This application is a continuation of U.S. application Ser. No. 17/339,834, filed on Jun. 4, 2021, which claims priority to U.S. Provisional Application No. 63/035,519, filed on Jun. 5, 2020. The disclosures of the prior applications are considered part of and are incorporated by reference in the disclosure of this application.
This specification relates to generating audio data using adversarial neural networks.
Neural networks are machine learning models that employ one or more layers of nonlinear units to predict an output for a received input. Some neural networks include one or more hidden layers in addition to an output layer. The output of each hidden layer is used as input to one or more other layers in the network, i.e., one or more other hidden layers, the output layer, or both. Each layer of the network generates an output from a received input in accordance with current values of a respective set of parameters.

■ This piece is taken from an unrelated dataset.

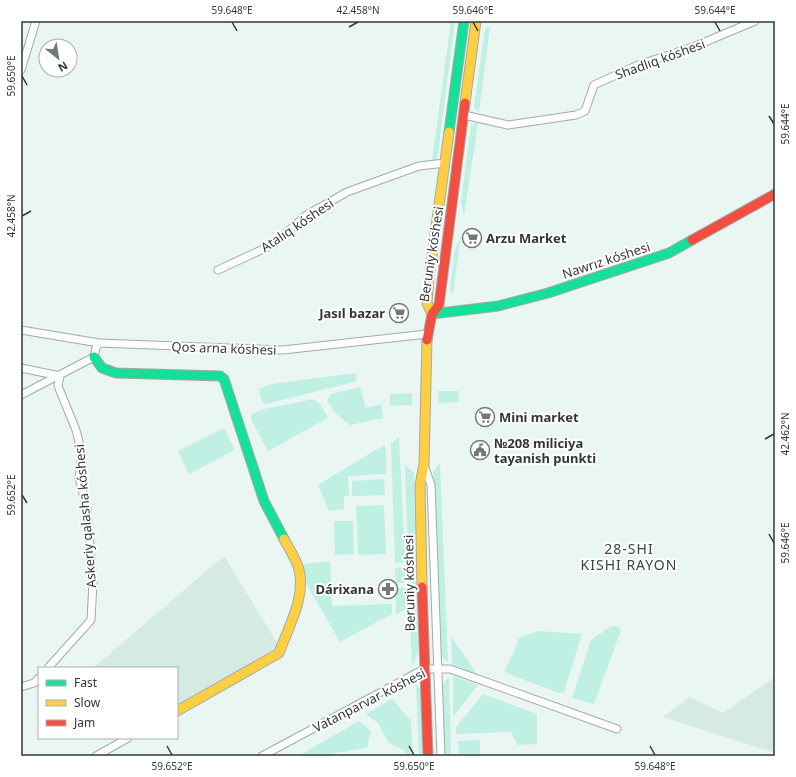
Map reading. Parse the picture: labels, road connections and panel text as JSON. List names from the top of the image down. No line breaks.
{"streets":{"street":["Shadlıq kóshesi","Atalıq kóshesi","Beruniy kóshesi","Nawrız kóshesi","Qos arna kóshesi","Askeriy qalasha kóshesi","Vatanparvar kóshesi"]},"crossings":[["Shadlıq kóshesi","Beruniy kóshesi"],["Atalıq kóshesi","Beruniy kóshesi"],["Beruniy kóshesi","Nawrız kóshesi"],["Beruniy kóshesi","Vatanparvar kóshesi"]],"districts":["28-SHI KISHI RAYON"],"places":{"supermarket":["Arzu Market","Jasıl bazar","Mini market"],"public building":["№208 miliciya tayanish punkti"],"pharmacy":["Dárixana"]},"legend":["Fast","Slow","Jam"],"north":"bottom right","coordinates":["59.648°E","42.458°N","59.646°E","59.644°E","59.650°E","42.462°N","59.652°E"]}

This specification describes a system implemented as computer programs on one or more computers in one or more locations that generates output audio examples using a feedforward generative neural network.
In one aspect, the present specification describes a computer-implemented method of training a feedforward generative neural network having a plurality of generative parameters. The neural network is configured to generate output audio examples using conditioning text inputs. Each conditioning text input includes a feature representation at each input time step of a plurality of input time steps and each output audio example includes a respective audio sample at each output time step of a plurality of output time steps. The feature representations at each input time step are an embedding of a corresponding portion of the raw text represented by the conditioning text input, e.g., embeddings of characters, phonemes, or words. Moreover, the “input time steps” are not aligned temporally with the “output time steps.” That is, there is no information received that specifies the alignment or correspondence between which input time step should be used to generate the output example at each output time step.
Instead, the method first uses an alignment neural network to predict the duration of each input feature representation and to generate an aligned conditioning sequence that is temporally aligned with the output audio example and generates the output audio example from the aligned conditioning sequence.
Later the feature representation is referred to as a linguistic feature representation, but the qualification “linguistic” is optional.
The feedforward generative neural network is configured to receive a generative input, which includes the conditioning text input. The generative neural network processes the generative input to generate the audio output.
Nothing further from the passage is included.